Die Kosten der Rechtsmittelverfahren sind weitere Verfahrenskosten.

Text

Begründung

Der Antragsteller ist Eigentümer eines in der Steiermark gelegenen Grundstücks, das gemäß dem Flächenwidmungsplan der zuständigen Gemeinde als "Industriegebiet" gewidmet ist. Der Erstantragsgegner ist Eigentümer eines in derselben Gemeinde gelegenen, der Zweitantragsgegner und die Drittantragsgegnerin sind je zur Hälfte Eigentümer von zwei ebenfalls in dieser Gemeinde gelegenen Grundstücken. Das Grundstück des Antragstellers wird derzeit als Wiese genutzt. Die einzige Wegeverbindung mit dem öffentlichen Wegenetz ist ein Weg, der über die Grundstücke der Antragsgegner führt. Hiezu steht außer Streit, daß daran die - nicht verbücherte - Dienstbarkeit des Gehens und Fahrens, jedoch beschränkt auf landwirtschaftliche Zwecke, ersessen wurde.
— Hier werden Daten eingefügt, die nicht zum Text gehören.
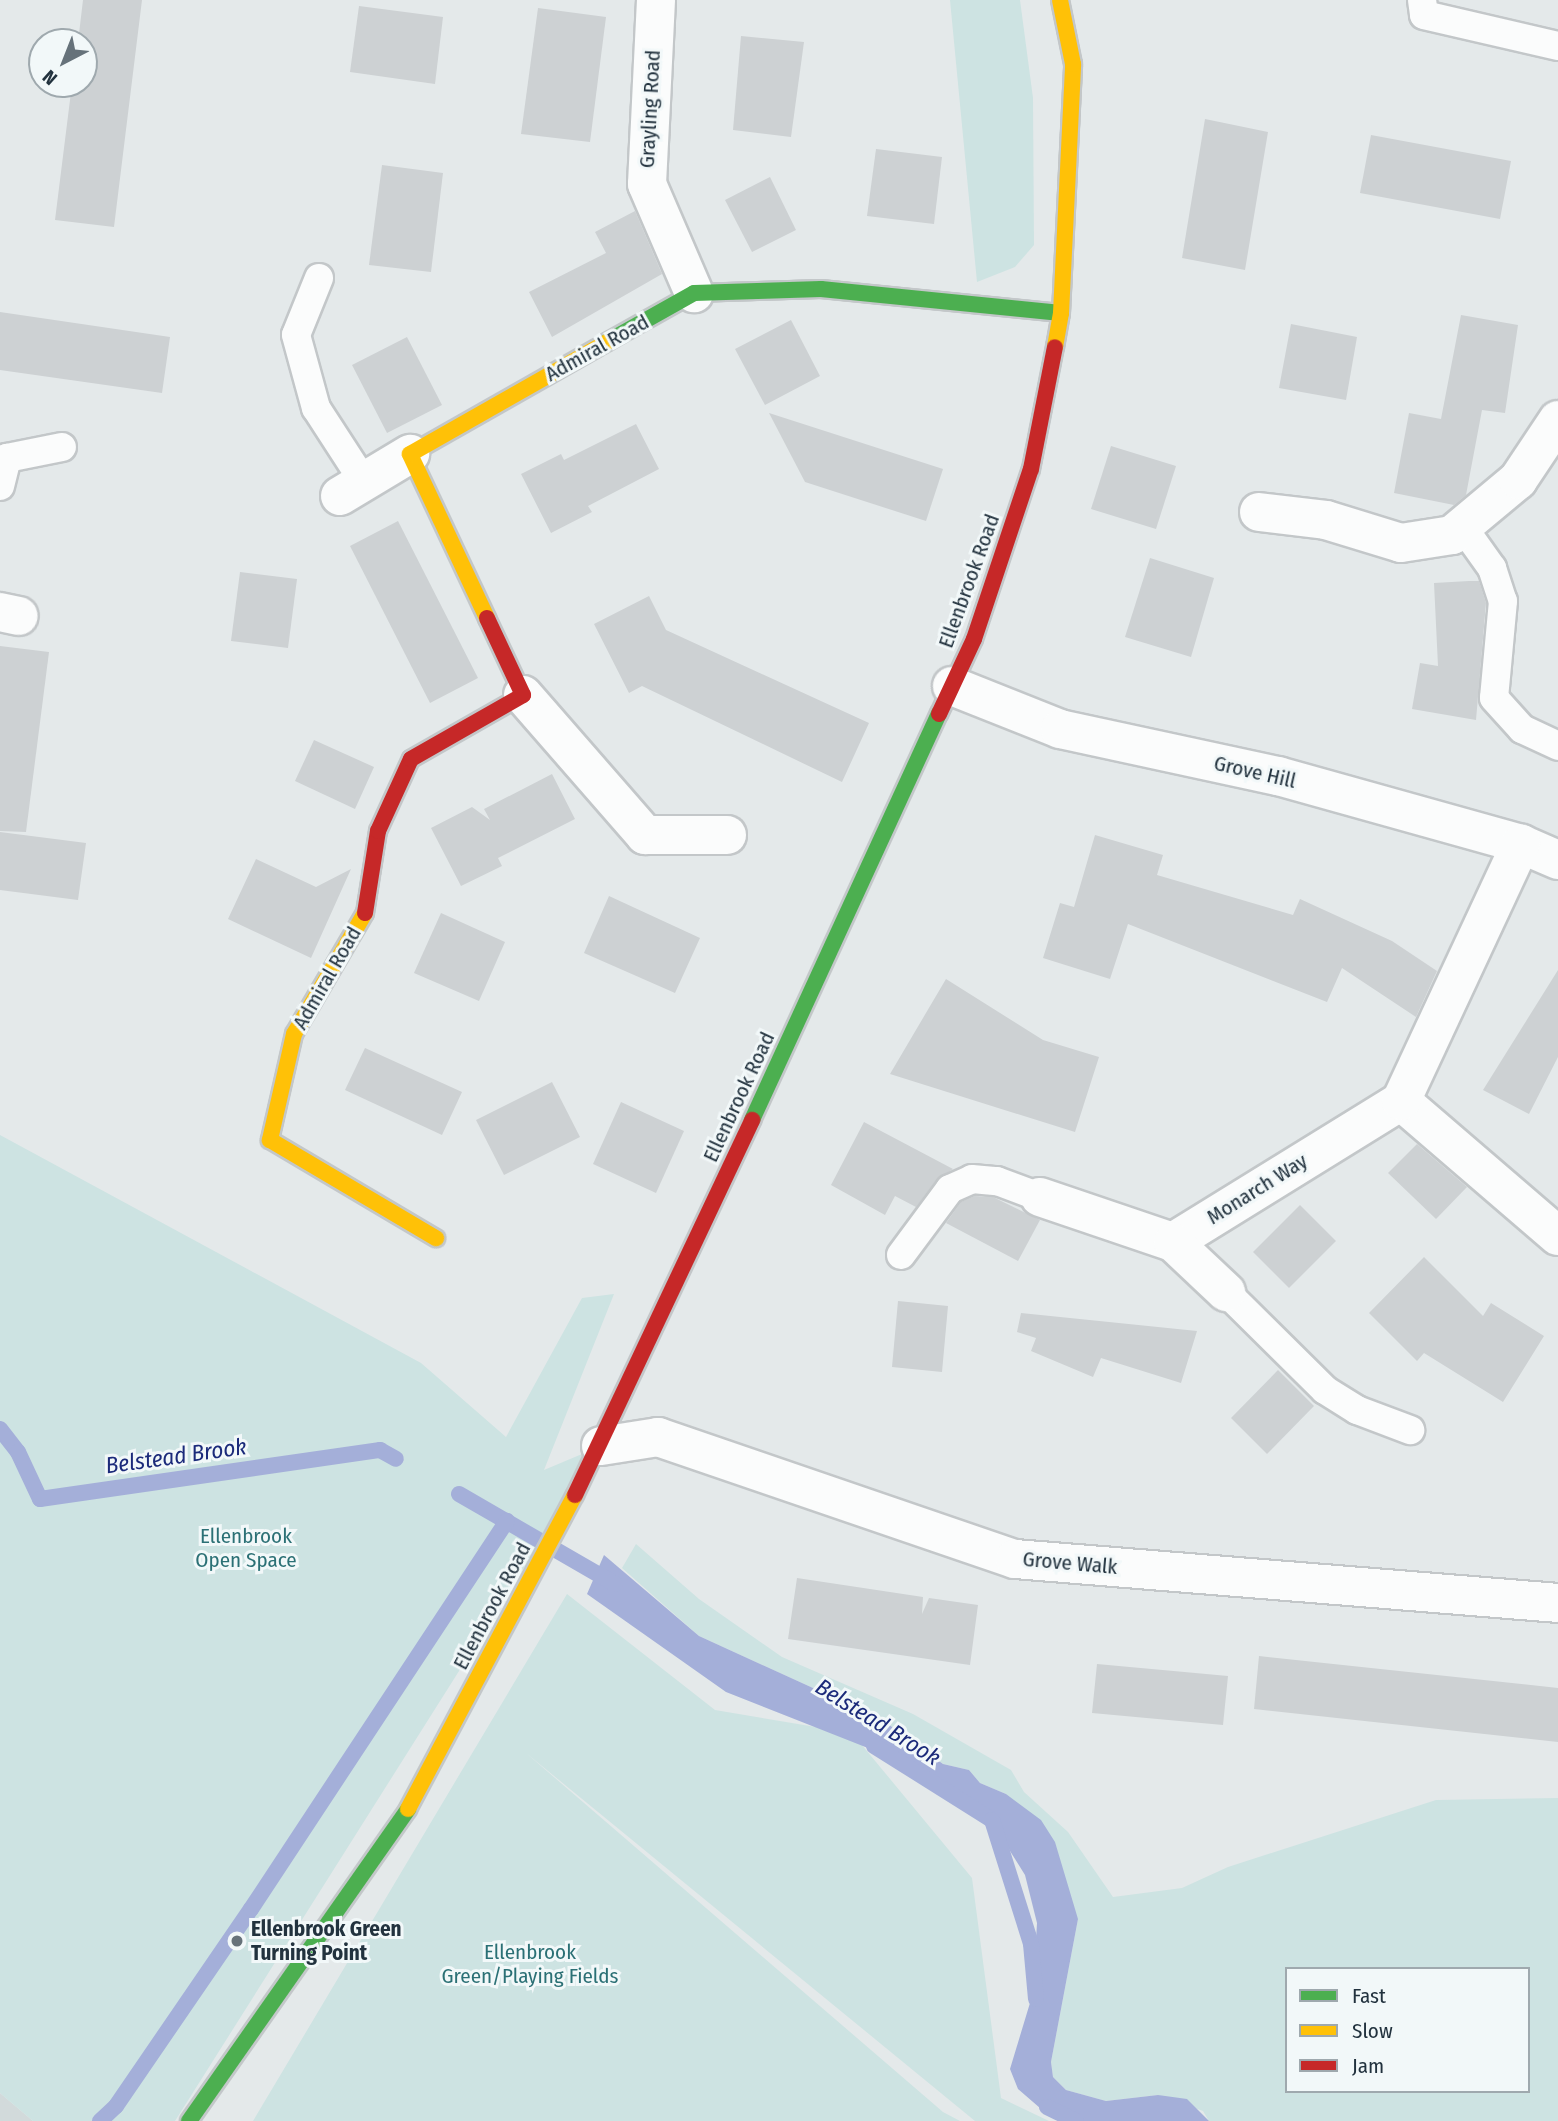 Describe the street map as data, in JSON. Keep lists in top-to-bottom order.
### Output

Der Antragsteller begehrt die Einräumung eines Notweges über die Grundstücke der Antragsgegner. Um sein Grundstück widmungsgemäß als Industriegebiet verwenden zu können, sei es notwendig, ein unbeschränktes Geh- und Fahrrecht zu erwirken. Für die Eigentümer der dienenden Grundstücke stelle der Notweg gegenüber dem bereits bestehenden Dienstbarkeitsrecht eine unwesentliche (Mehr-)Belastung dar. Der einzuräumende Notweg bilde die kürzeste Verbindung zum nächsten öffentlichen Weg. Andere Zufahrtswege bestünden nicht. Damit er eine entsprechende Widmung (gemeint offenbar: als Bauplatz) erhalten könne, müsse vorher eine uneingeschränkte Zufahrt gegeben sein. Dies liege auch im öffentlichen Interesse.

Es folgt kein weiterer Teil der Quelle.